*** Records for this exercise ***

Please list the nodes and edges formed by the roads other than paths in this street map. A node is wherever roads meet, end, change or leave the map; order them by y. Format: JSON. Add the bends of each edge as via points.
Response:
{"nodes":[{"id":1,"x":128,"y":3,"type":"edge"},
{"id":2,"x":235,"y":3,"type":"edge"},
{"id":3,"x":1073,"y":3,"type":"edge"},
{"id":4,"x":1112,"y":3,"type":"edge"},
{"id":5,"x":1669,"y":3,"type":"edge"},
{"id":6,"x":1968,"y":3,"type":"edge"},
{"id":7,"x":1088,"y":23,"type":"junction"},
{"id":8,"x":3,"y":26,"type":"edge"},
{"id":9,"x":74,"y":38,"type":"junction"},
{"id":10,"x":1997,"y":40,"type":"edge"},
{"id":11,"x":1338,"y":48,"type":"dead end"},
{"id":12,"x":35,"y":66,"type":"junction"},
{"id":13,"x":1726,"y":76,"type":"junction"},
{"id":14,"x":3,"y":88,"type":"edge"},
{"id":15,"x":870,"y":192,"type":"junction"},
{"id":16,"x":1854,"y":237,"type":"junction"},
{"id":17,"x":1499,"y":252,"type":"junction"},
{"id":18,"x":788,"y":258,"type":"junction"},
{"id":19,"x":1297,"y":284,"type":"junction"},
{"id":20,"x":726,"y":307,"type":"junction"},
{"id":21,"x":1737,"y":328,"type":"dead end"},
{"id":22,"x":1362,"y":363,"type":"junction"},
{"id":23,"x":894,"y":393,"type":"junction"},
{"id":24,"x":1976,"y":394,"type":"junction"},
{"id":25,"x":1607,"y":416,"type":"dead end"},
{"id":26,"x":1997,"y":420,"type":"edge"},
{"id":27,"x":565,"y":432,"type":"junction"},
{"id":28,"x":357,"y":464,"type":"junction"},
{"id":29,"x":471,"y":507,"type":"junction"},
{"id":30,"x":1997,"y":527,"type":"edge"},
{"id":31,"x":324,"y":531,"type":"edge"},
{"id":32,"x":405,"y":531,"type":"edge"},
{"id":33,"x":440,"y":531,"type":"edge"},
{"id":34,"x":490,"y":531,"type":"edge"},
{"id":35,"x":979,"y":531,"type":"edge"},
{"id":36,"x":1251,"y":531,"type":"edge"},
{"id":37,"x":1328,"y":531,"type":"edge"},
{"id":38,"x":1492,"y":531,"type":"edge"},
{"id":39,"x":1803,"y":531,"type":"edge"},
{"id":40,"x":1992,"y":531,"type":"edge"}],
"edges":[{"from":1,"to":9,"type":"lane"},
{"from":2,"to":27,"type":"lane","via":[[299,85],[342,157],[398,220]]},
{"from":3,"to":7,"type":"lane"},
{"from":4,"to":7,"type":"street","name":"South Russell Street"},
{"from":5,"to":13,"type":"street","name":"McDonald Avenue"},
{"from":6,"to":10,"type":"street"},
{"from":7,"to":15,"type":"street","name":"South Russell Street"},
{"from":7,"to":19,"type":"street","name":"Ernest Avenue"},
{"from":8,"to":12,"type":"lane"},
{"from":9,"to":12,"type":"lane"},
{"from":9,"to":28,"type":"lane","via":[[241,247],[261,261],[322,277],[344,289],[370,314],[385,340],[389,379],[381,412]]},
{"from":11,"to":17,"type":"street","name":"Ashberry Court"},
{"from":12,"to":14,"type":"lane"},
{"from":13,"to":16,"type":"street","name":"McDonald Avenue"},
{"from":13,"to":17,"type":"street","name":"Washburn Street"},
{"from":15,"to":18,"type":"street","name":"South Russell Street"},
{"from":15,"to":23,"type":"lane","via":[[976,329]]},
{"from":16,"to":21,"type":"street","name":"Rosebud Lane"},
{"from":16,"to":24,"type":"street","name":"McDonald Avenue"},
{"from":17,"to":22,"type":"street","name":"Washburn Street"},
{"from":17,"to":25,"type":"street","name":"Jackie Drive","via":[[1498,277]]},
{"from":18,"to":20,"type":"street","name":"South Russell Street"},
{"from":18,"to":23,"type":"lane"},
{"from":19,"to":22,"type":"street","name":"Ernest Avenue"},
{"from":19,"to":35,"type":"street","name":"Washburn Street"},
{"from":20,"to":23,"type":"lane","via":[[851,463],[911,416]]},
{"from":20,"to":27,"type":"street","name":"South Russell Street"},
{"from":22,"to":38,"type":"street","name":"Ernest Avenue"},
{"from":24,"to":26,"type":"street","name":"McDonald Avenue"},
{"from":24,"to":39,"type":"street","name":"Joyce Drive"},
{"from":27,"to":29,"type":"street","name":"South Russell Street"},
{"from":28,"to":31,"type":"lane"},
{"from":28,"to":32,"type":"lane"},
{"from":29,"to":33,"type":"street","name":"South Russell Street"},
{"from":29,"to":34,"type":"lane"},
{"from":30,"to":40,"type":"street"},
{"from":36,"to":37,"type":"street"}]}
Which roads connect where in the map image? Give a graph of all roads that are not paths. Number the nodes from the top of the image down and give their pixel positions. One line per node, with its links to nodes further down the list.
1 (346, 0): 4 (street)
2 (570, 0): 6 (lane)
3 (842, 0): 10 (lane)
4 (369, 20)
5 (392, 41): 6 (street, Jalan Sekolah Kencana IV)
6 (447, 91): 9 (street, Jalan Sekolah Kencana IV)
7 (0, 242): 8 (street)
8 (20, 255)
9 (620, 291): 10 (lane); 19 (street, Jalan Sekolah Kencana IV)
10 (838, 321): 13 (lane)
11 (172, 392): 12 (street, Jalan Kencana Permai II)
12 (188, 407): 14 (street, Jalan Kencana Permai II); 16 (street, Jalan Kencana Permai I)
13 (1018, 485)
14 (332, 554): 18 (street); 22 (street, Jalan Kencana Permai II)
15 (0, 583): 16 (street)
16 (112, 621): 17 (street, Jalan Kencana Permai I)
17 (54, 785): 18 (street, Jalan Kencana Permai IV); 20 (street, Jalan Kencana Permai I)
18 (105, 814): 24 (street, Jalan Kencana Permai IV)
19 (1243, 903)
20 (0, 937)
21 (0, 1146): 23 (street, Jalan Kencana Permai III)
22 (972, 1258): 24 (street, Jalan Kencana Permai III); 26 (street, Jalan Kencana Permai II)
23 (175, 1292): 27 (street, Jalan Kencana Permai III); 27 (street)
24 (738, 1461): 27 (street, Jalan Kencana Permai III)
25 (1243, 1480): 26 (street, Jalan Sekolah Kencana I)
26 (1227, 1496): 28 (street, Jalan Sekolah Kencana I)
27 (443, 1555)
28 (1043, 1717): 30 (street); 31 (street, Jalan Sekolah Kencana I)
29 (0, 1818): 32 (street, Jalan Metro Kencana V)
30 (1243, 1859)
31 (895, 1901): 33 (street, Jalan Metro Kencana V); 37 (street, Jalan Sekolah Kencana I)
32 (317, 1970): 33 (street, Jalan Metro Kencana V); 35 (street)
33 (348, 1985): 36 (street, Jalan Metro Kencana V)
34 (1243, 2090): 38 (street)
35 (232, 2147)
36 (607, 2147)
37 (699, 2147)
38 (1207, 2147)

*** End of Records for this exercise ***

● **Instructions for the task**
Where the material contains a line with "South", return that line.

● **Result below**
{"from":4,"to":7,"type":"street","name":"South Russell Street"},
{"from":7,"to":15,"type":"street","name":"South Russell Street"},
{"from":15,"to":18,"type":"street","name":"South Russell Street"},
{"from":18,"to":20,"type":"street","name":"South Russell Street"},
{"from":20,"to":27,"type":"street","name":"South Russell Street"},
{"from":27,"to":29,"type":"street","name":"South Russell Street"},
{"from":29,"to":33,"type":"street","name":"South Russell Street"},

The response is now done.